I used to think I was lucky as he was working so hard for us and feel sorry for him. But gradually I came to realise he chose it, got a lot from it and it was the most important thing in his life. Always. And he was quite pompous and arrogant with it. My life, needs, achievements were all secondary.

BillMasheen · 02/04/2021 13:27

What work call takes an hour?

Oh you Sweet summer child!

I had a four fucking hour marathon this week, and that isn’t even the longest.

There is an unspoken rule of comfort breaks every hour tho.

LittleMissnotLittleMrs · 02/04/2021 13:27

Honestly, I think he’s abusive. If you are insistent on staying with him, I would advise you to take his key and any spare key and when you leave the house, you lock it from the outside. If he wants to leave the house, he can but it will be using the back door. When he learns what it’s like to be treated like shit, when he agrees to do more to help, including taking the children to breakfast club and cooking etc and when he has properly apologised, then consider letting him have his key back.
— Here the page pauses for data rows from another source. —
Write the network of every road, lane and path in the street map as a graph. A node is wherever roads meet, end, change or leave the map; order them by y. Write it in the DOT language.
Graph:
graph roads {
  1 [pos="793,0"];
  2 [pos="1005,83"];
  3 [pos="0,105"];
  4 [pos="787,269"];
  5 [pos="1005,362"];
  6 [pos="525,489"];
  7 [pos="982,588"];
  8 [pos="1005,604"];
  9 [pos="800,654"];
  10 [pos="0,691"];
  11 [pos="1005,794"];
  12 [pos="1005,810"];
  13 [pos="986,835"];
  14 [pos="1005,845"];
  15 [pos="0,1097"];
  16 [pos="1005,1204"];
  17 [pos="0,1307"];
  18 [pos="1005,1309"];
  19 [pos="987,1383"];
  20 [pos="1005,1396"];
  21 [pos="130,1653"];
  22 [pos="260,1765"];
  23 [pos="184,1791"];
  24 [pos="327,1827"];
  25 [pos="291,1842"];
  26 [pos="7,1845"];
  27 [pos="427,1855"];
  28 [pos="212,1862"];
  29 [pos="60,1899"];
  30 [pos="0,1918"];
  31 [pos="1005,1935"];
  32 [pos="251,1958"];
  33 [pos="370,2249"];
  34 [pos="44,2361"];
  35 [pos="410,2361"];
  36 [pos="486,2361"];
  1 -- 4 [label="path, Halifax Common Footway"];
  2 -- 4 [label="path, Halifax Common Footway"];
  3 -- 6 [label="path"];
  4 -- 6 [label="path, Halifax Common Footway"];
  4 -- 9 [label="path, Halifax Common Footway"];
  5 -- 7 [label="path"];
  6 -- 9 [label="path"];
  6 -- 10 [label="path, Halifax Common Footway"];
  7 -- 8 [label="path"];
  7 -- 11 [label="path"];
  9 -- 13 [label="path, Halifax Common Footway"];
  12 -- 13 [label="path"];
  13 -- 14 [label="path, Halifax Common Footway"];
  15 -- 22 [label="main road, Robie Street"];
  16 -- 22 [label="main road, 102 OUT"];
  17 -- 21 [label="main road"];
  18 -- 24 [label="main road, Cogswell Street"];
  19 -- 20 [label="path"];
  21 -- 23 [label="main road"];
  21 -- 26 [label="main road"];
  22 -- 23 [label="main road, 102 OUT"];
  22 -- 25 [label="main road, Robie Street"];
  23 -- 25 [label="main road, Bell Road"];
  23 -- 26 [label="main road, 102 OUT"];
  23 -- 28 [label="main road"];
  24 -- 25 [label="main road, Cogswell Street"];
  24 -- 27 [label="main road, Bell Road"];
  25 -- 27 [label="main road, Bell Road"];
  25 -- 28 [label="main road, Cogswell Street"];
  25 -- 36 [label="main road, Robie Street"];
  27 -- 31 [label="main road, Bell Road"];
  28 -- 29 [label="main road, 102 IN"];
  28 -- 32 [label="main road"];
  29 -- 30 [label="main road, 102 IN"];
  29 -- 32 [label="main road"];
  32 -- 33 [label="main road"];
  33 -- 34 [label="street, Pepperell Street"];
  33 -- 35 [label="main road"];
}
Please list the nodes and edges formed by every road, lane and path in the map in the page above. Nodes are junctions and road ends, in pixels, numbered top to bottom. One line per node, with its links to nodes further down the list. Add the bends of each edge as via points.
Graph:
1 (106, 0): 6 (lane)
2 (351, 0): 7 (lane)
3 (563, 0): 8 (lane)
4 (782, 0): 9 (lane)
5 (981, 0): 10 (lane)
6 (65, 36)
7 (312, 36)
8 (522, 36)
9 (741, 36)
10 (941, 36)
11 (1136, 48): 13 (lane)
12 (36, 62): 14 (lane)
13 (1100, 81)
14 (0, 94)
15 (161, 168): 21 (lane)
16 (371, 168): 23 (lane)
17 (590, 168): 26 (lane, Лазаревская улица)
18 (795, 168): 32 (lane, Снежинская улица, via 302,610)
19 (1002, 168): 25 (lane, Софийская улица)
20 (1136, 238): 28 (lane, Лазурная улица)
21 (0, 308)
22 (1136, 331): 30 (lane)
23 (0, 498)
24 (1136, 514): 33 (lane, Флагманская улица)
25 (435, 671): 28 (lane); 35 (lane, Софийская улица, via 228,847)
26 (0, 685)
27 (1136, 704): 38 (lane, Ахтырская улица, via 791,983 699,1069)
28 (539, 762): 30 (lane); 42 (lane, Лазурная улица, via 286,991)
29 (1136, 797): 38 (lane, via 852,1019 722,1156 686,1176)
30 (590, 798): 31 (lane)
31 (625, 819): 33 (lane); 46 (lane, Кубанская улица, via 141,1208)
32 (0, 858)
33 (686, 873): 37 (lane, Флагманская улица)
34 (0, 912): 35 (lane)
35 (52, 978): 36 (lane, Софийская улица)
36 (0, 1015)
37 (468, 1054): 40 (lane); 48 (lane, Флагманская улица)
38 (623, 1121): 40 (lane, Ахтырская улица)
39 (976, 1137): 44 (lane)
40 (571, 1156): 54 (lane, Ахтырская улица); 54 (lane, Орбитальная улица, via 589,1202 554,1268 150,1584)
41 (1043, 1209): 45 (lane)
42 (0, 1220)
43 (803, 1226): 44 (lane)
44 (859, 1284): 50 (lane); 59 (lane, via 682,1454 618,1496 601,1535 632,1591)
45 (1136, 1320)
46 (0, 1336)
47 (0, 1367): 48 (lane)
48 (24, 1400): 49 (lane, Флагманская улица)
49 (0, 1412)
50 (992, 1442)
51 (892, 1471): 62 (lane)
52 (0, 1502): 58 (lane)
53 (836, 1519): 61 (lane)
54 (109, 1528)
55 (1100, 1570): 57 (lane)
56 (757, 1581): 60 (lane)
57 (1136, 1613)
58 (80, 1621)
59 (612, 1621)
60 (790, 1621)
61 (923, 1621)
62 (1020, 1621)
LordOfTheOnionRings · 02/04/2021 13:28

What in the world, if my partner did this I would be raging

Cherrysoup · 02/04/2021 13:28

Wtaf? I’m absolutely gobsmacked reading this! He leaves you outside for up to an hour? Utterly disgusting behaviour. Honestly, this is awful. I would have killed him! I think you said you have another door? Ensure you take the key for that one.

Temp023 · 02/04/2021 13:29

To be honest, if he’s deliberately putting the key on the inside while you are out, then he is locking you out deliberately because he is up to something.